→ **Brief**:
All of the data needs to be printed again, exactly as written.

→ **Input**:
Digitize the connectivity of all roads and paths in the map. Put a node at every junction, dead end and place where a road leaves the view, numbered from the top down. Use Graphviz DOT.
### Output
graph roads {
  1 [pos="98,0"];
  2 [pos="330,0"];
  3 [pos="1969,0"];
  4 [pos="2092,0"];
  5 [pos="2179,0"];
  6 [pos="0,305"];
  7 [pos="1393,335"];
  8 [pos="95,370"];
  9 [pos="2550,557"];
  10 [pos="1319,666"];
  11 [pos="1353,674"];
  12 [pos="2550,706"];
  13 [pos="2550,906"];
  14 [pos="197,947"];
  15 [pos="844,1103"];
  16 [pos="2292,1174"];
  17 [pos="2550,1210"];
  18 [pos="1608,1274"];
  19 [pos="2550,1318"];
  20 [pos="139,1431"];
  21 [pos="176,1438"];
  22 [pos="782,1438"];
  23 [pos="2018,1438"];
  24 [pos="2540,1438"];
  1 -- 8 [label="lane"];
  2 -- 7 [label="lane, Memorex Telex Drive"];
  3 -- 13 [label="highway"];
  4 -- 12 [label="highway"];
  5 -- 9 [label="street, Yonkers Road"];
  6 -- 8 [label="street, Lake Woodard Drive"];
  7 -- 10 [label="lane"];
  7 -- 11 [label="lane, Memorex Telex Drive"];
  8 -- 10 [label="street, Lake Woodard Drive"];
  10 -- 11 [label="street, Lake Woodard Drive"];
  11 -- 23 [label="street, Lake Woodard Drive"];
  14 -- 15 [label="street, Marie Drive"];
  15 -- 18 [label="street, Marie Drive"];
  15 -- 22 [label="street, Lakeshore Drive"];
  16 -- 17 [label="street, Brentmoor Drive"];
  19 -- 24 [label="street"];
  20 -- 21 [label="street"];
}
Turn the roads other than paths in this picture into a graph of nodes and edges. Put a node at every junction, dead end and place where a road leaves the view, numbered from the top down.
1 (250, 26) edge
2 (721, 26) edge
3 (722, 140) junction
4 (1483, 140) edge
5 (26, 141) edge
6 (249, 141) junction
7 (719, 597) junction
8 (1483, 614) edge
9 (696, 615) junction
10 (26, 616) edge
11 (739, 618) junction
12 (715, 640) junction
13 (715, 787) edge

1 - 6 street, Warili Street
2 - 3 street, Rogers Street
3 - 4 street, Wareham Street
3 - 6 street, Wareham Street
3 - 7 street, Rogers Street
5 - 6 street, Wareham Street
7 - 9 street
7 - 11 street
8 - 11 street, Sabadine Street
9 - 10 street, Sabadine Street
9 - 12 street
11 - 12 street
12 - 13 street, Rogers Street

→ **Solution to the exercise**:
Digitize the connectivity of all roads and paths in the map. Put a node at every junction, dead end and place where a road leaves the view, numbered from the top down. Use Graphviz DOT.
### Output
graph roads {
  1 [pos="98,0"];
  2 [pos="330,0"];
  3 [pos="1969,0"];
  4 [pos="2092,0"];
  5 [pos="2179,0"];
  6 [pos="0,305"];
  7 [pos="1393,335"];
  8 [pos="95,370"];
  9 [pos="2550,557"];
  10 [pos="1319,666"];
  11 [pos="1353,674"];
  12 [pos="2550,706"];
  13 [pos="2550,906"];
  14 [pos="197,947"];
  15 [pos="844,1103"];
  16 [pos="2292,1174"];
  17 [pos="2550,1210"];
  18 [pos="1608,1274"];
  19 [pos="2550,1318"];
  20 [pos="139,1431"];
  21 [pos="176,1438"];
  22 [pos="782,1438"];
  23 [pos="2018,1438"];
  24 [pos="2540,1438"];
  1 -- 8 [label="lane"];
  2 -- 7 [label="lane, Memorex Telex Drive"];
  3 -- 13 [label="highway"];
  4 -- 12 [label="highway"];
  5 -- 9 [label="street, Yonkers Road"];
  6 -- 8 [label="street, Lake Woodard Drive"];
  7 -- 10 [label="lane"];
  7 -- 11 [label="lane, Memorex Telex Drive"];
  8 -- 10 [label="street, Lake Woodard Drive"];
  10 -- 11 [label="street, Lake Woodard Drive"];
  11 -- 23 [label="street, Lake Woodard Drive"];
  14 -- 15 [label="street, Marie Drive"];
  15 -- 18 [label="street, Marie Drive"];
  15 -- 22 [label="street, Lakeshore Drive"];
  16 -- 17 [label="street, Brentmoor Drive"];
  19 -- 24 [label="street"];
  20 -- 21 [label="street"];
}
Turn the roads other than paths in this picture into a graph of nodes and edges. Put a node at every junction, dead end and place where a road leaves the view, numbered from the top down.
1 (250, 26) edge
2 (721, 26) edge
3 (722, 140) junction
4 (1483, 140) edge
5 (26, 141) edge
6 (249, 141) junction
7 (719, 597) junction
8 (1483, 614) edge
9 (696, 615) junction
10 (26, 616) edge
11 (739, 618) junction
12 (715, 640) junction
13 (715, 787) edge

1 - 6 street, Warili Street
2 - 3 street, Rogers Street
3 - 4 street, Wareham Street
3 - 6 street, Wareham Street
3 - 7 street, Rogers Street
5 - 6 street, Wareham Street
7 - 9 street
7 - 11 street
8 - 11 street, Sabadine Street
9 - 10 street, Sabadine Street
9 - 12 street
11 - 12 street
12 - 13 street, Rogers Street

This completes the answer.